- What is being asked -
No record may be omitted; give all of them again exactly.

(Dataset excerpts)
*** Block opens ***
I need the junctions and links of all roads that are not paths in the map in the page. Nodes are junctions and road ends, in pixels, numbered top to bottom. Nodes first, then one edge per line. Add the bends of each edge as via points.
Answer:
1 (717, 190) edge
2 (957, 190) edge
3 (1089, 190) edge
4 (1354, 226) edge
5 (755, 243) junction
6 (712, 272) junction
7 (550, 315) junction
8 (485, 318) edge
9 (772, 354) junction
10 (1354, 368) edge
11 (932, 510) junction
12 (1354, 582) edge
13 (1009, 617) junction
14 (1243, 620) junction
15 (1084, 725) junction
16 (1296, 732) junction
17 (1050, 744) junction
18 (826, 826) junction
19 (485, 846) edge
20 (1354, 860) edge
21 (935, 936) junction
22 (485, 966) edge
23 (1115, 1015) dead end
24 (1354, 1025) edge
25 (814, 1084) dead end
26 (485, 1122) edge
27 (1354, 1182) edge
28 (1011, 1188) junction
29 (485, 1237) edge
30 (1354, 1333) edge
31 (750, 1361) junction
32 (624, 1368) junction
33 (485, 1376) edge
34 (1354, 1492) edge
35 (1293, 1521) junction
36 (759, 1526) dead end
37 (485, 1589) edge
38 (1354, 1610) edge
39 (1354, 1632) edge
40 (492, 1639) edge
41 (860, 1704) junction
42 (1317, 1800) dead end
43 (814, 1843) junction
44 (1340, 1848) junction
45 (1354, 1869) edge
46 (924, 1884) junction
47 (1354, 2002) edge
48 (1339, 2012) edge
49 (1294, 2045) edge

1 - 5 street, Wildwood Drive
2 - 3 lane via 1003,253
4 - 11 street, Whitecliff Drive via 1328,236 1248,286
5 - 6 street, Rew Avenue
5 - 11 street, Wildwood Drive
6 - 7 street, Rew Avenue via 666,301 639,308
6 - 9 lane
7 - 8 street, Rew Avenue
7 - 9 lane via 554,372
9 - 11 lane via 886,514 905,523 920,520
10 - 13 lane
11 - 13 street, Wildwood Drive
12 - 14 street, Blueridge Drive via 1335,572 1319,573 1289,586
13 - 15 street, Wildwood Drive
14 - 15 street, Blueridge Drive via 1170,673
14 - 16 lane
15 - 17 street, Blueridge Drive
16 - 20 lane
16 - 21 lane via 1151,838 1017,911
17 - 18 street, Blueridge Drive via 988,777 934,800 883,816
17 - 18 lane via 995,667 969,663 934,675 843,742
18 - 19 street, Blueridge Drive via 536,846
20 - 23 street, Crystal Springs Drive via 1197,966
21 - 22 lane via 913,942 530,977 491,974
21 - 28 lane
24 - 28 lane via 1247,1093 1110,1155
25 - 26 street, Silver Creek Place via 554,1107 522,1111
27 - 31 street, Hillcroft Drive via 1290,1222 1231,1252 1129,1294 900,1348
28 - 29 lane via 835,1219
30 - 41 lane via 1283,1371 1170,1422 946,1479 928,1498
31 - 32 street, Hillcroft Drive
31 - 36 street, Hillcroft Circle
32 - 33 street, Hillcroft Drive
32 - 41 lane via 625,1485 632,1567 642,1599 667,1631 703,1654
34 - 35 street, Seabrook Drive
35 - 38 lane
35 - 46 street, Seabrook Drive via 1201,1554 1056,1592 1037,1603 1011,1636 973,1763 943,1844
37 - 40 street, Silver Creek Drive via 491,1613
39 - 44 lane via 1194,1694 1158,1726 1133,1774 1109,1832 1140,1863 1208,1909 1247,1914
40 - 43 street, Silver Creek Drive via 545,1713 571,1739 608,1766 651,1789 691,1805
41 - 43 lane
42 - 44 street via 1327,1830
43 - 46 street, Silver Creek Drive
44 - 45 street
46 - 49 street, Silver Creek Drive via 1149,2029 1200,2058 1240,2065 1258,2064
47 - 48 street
*** Block closes ***
- Problem solution -
I need the junctions and links of all roads that are not paths in the map in the page. Nodes are junctions and road ends, in pixels, numbered top to bottom. Nodes first, then one edge per line. Add the bends of each edge as via points.
Answer:
1 (717, 190) edge
2 (957, 190) edge
3 (1089, 190) edge
4 (1354, 226) edge
5 (755, 243) junction
6 (712, 272) junction
7 (550, 315) junction
8 (485, 318) edge
9 (772, 354) junction
10 (1354, 368) edge
11 (932, 510) junction
12 (1354, 582) edge
13 (1009, 617) junction
14 (1243, 620) junction
15 (1084, 725) junction
16 (1296, 732) junction
17 (1050, 744) junction
18 (826, 826) junction
19 (485, 846) edge
20 (1354, 860) edge
21 (935, 936) junction
22 (485, 966) edge
23 (1115, 1015) dead end
24 (1354, 1025) edge
25 (814, 1084) dead end
26 (485, 1122) edge
27 (1354, 1182) edge
28 (1011, 1188) junction
29 (485, 1237) edge
30 (1354, 1333) edge
31 (750, 1361) junction
32 (624, 1368) junction
33 (485, 1376) edge
34 (1354, 1492) edge
35 (1293, 1521) junction
36 (759, 1526) dead end
37 (485, 1589) edge
38 (1354, 1610) edge
39 (1354, 1632) edge
40 (492, 1639) edge
41 (860, 1704) junction
42 (1317, 1800) dead end
43 (814, 1843) junction
44 (1340, 1848) junction
45 (1354, 1869) edge
46 (924, 1884) junction
47 (1354, 2002) edge
48 (1339, 2012) edge
49 (1294, 2045) edge

1 - 5 street, Wildwood Drive
2 - 3 lane via 1003,253
4 - 11 street, Whitecliff Drive via 1328,236 1248,286
5 - 6 street, Rew Avenue
5 - 11 street, Wildwood Drive
6 - 7 street, Rew Avenue via 666,301 639,308
6 - 9 lane
7 - 8 street, Rew Avenue
7 - 9 lane via 554,372
9 - 11 lane via 886,514 905,523 920,520
10 - 13 lane
11 - 13 street, Wildwood Drive
12 - 14 street, Blueridge Drive via 1335,572 1319,573 1289,586
13 - 15 street, Wildwood Drive
14 - 15 street, Blueridge Drive via 1170,673
14 - 16 lane
15 - 17 street, Blueridge Drive
16 - 20 lane
16 - 21 lane via 1151,838 1017,911
17 - 18 street, Blueridge Drive via 988,777 934,800 883,816
17 - 18 lane via 995,667 969,663 934,675 843,742
18 - 19 street, Blueridge Drive via 536,846
20 - 23 street, Crystal Springs Drive via 1197,966
21 - 22 lane via 913,942 530,977 491,974
21 - 28 lane
24 - 28 lane via 1247,1093 1110,1155
25 - 26 street, Silver Creek Place via 554,1107 522,1111
27 - 31 street, Hillcroft Drive via 1290,1222 1231,1252 1129,1294 900,1348
28 - 29 lane via 835,1219
30 - 41 lane via 1283,1371 1170,1422 946,1479 928,1498
31 - 32 street, Hillcroft Drive
31 - 36 street, Hillcroft Circle
32 - 33 street, Hillcroft Drive
32 - 41 lane via 625,1485 632,1567 642,1599 667,1631 703,1654
34 - 35 street, Seabrook Drive
35 - 38 lane
35 - 46 street, Seabrook Drive via 1201,1554 1056,1592 1037,1603 1011,1636 973,1763 943,1844
37 - 40 street, Silver Creek Drive via 491,1613
39 - 44 lane via 1194,1694 1158,1726 1133,1774 1109,1832 1140,1863 1208,1909 1247,1914
40 - 43 street, Silver Creek Drive via 545,1713 571,1739 608,1766 651,1789 691,1805
41 - 43 lane
42 - 44 street via 1327,1830
43 - 46 street, Silver Creek Drive
44 - 45 street
46 - 49 street, Silver Creek Drive via 1149,2029 1200,2058 1240,2065 1258,2064
47 - 48 street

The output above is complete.